Whenever a line of the material contains the string "Pass", it should be copied.

**Available data**
BEGIN
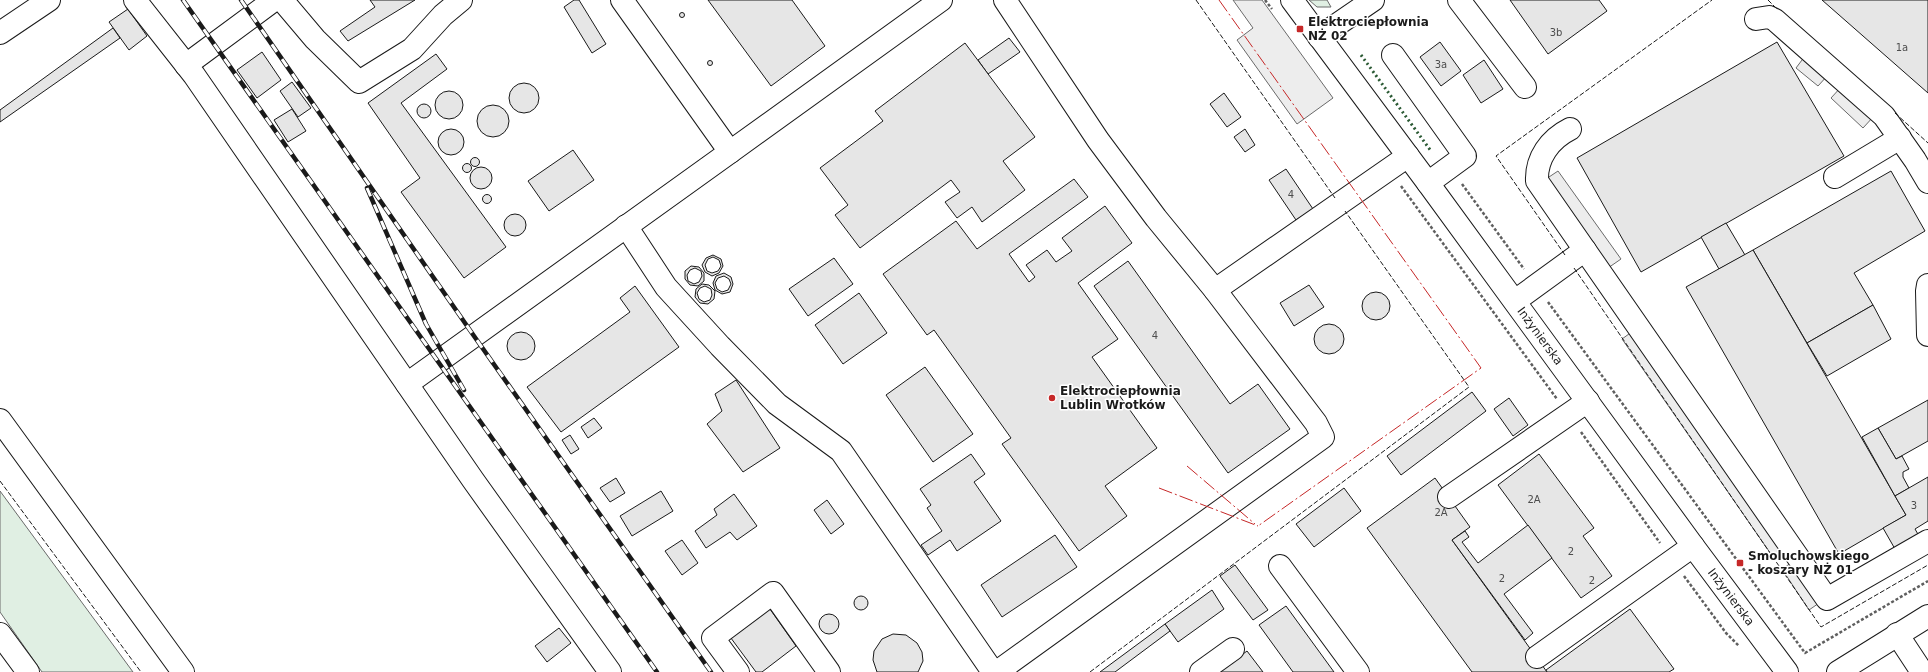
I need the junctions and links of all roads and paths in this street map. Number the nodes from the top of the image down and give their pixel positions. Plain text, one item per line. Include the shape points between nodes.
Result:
1 (49, 0) edge
2 (136, 0) edge
3 (274, 0) edge
4 (282, 0) edge
5 (461, 0) edge
6 (622, 0) edge
7 (942, 0) edge
8 (1005, 0) edge
9 (1266, 0) edge
10 (1292, 0) edge
11 (1372, 0) edge
12 (1460, 0) edge
13 (1275, 13) dead end
14 (1756, 19) dead end
15 (0, 33) edge
16 (1319, 37) junction
17 (1393, 55) dead end
18 (186, 65) junction
19 (1525, 87) dead end
20 (1570, 129) dead end
21 (1900, 138) junction
22 (730, 152) junction
23 (1408, 156) junction
24 (1450, 167) junction
25 (1389, 170) junction
26 (1835, 176) dead end
27 (1928, 182) edge
28 (1428, 183) junction
29 (626, 226) junction
30 (1585, 250) junction
31 (1928, 285) edge
32 (1536, 286) junction
33 (1216, 290) junction
34 (1515, 301) junction
35 (1928, 335) edge
36 (407, 384) junction
37 (1588, 401) junction
38 (1568, 415) junction
39 (0, 420) edge
40 (1449, 497) dead end
41 (1928, 541) edge
42 (1693, 546) junction
43 (1673, 561) junction
44 (1280, 566) dead end
45 (1749, 576) dead end
46 (1928, 616) edge
47 (0, 634) edge
48 (1897, 634) junction
49 (1741, 648) dead end
50 (1233, 649) dead end
51 (1537, 657) dead end
52 (28, 672) edge
53 (183, 672) edge
54 (610, 672) edge
55 (738, 672) edge
56 (829, 672) edge
57 (993, 672) edge
58 (997, 672) edge
59 (1201, 672) edge
60 (1358, 672) edge
61 (1787, 672) edge
62 (1838, 672) edge
63 (1922, 672) edge

1 - 15 street
2 - 18 street
3 - 18 street
4 - 5 street via 315,39 359,82 412,49 443,15
6 - 22 street
7 - 22 street
8 - 33 street via 1098,140 1156,218
9 - 13 path
10 - 16 street, Inżynierska
11 - 16 street
12 - 19 street
14 - 21 street via 1769,17 1775,20 1884,116
16 - 23 street, Inżynierska
17 - 24 street via 1465,156
18 - 36 street
20 - 30 street via 1554,139 1546,148 1539,160 1537,181
21 - 26 street
21 - 27 street
22 - 29 street
23 - 25 street
23 - 28 street, Inżynierska
24 - 28 street
24 - 32 path
25 - 33 street
25 - 38 path
28 - 34 street, Inżynierska
29 - 36 street
29 - 57 street via 666,287 720,346 777,404 841,451
30 - 32 street
30 - 41 street via 1828,599
31 - 35 street
32 - 34 street
32 - 45 path
33 - 58 street via 1316,423 1323,437
34 - 37 street, Inżynierska
36 - 54 street
37 - 38 street
37 - 42 street, Inżynierska
38 - 40 street
38 - 43 path
39 - 53 street
42 - 43 street
42 - 61 street, Inżynierska
43 - 49 path via 1726,633
43 - 51 street
44 - 60 street
46 - 48 street
47 - 52 street
48 - 62 street
48 - 63 street
50 - 59 street
55 - 56 street via 713,638 773,593

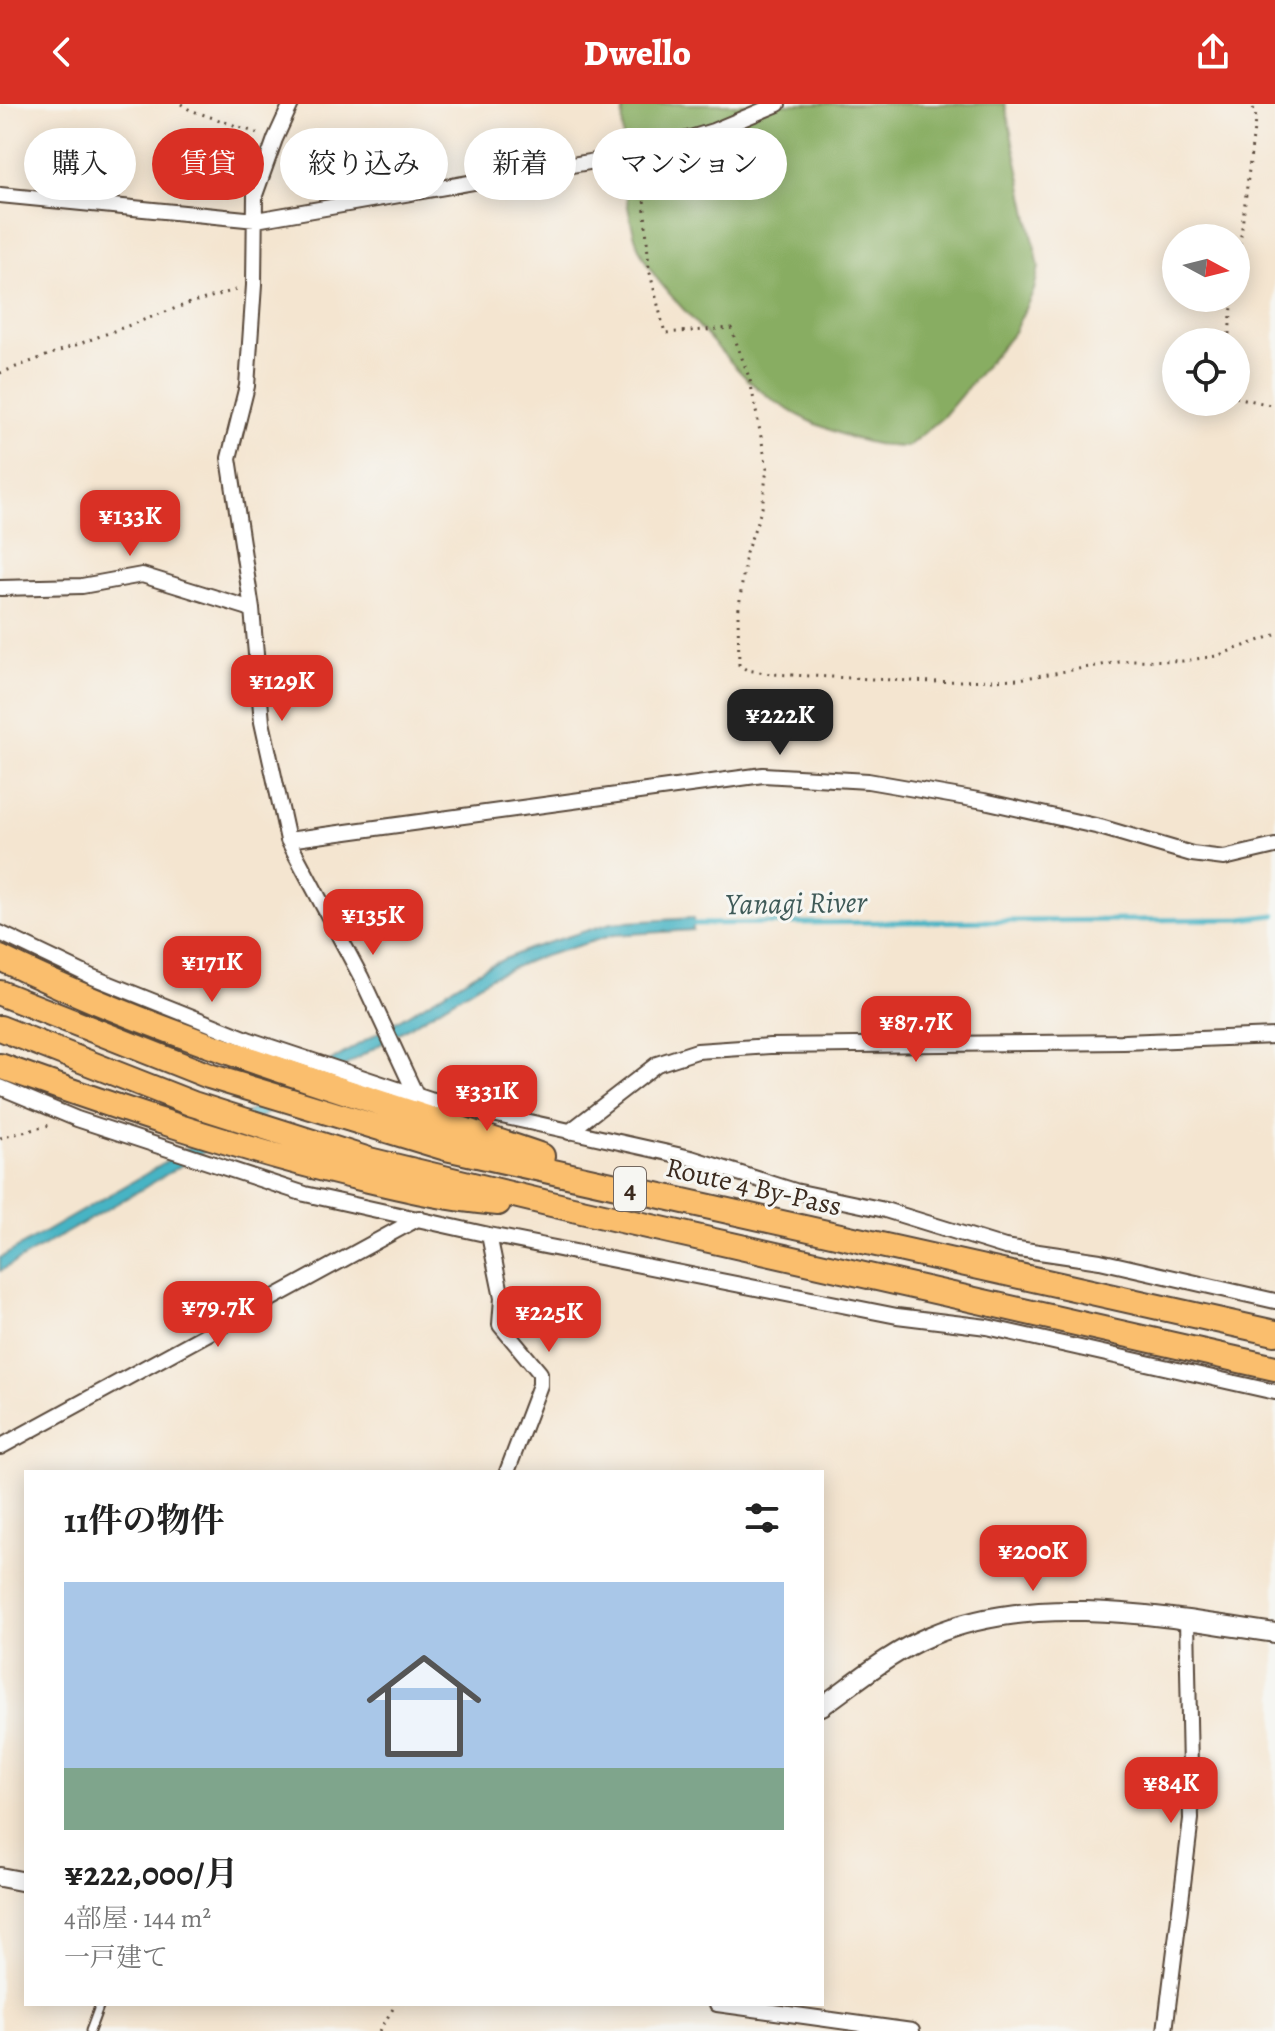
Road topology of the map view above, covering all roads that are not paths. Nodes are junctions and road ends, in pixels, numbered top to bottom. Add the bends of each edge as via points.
1 (291, 104) edge
2 (778, 104) edge
3 (0, 195) edge
4 (256, 220) junction
5 (0, 588) edge
6 (252, 609) junction
7 (288, 840) junction
8 (1275, 846) edge
9 (0, 933) edge
10 (0, 958) edge
11 (0, 993) edge
12 (0, 1028) edge
13 (1275, 1036) edge
14 (0, 1066) edge
15 (0, 1087) edge
16 (416, 1095) junction
17 (569, 1132) junction
18 (664, 1197) junction
19 (568, 1208) junction
20 (419, 1218) junction
21 (489, 1235) junction
22 (1275, 1301) edge
23 (1275, 1333) edge
24 (1275, 1368) edge
25 (1275, 1392) edge
26 (0, 1447) edge
27 (508, 1470) edge
28 (1187, 1620) junction
29 (1275, 1633) edge
30 (824, 1705) edge
31 (0, 1877) edge
32 (24, 1882) edge
33 (99, 2006) edge
34 (731, 2006) edge
35 (90, 2031) edge
36 (912, 2031) edge
37 (1165, 2031) edge

1 - 4 street via 255,195
2 - 4 street via 641,153
3 - 4 street
4 - 6 street via 247,386 229,458
5 - 6 street via 82,586 142,575
6 - 7 street via 262,722
7 - 8 street via 763,775 868,781 984,801 1192,854 1224,858
7 - 16 street
9 - 16 street via 90,976 250,1040
10 - 18 highway via 215,1049
11 - 18 highway, Route 4 By-Pass / 4 via 209,1076 345,1118 446,1148
12 - 19 highway, 4 via 193,1104 369,1160
13 - 17 street via 697,1051 657,1064
14 - 19 highway via 130,1113 286,1160 452,1200
15 - 20 street via 77,1119 305,1194
16 - 17 street
17 - 22 street via 691,1158 1005,1247 1100,1261
18 - 23 highway, Route 4 By-Pass / 4
19 - 24 highway, 4
20 - 21 street
20 - 26 street
21 - 25 street via 897,1316 987,1327
21 - 27 street via 502,1298 500,1325 540,1373
28 - 29 street
28 - 30 street via 1057,1610 977,1621 929,1636
28 - 37 street via 1191,1819
31 - 32 street
33 - 35 lane
34 - 36 street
END
**Result of the task**
11 - 18 highway, Route 4 By-Pass / 4 via 209,1076 345,1118 446,1148
18 - 23 highway, Route 4 By-Pass / 4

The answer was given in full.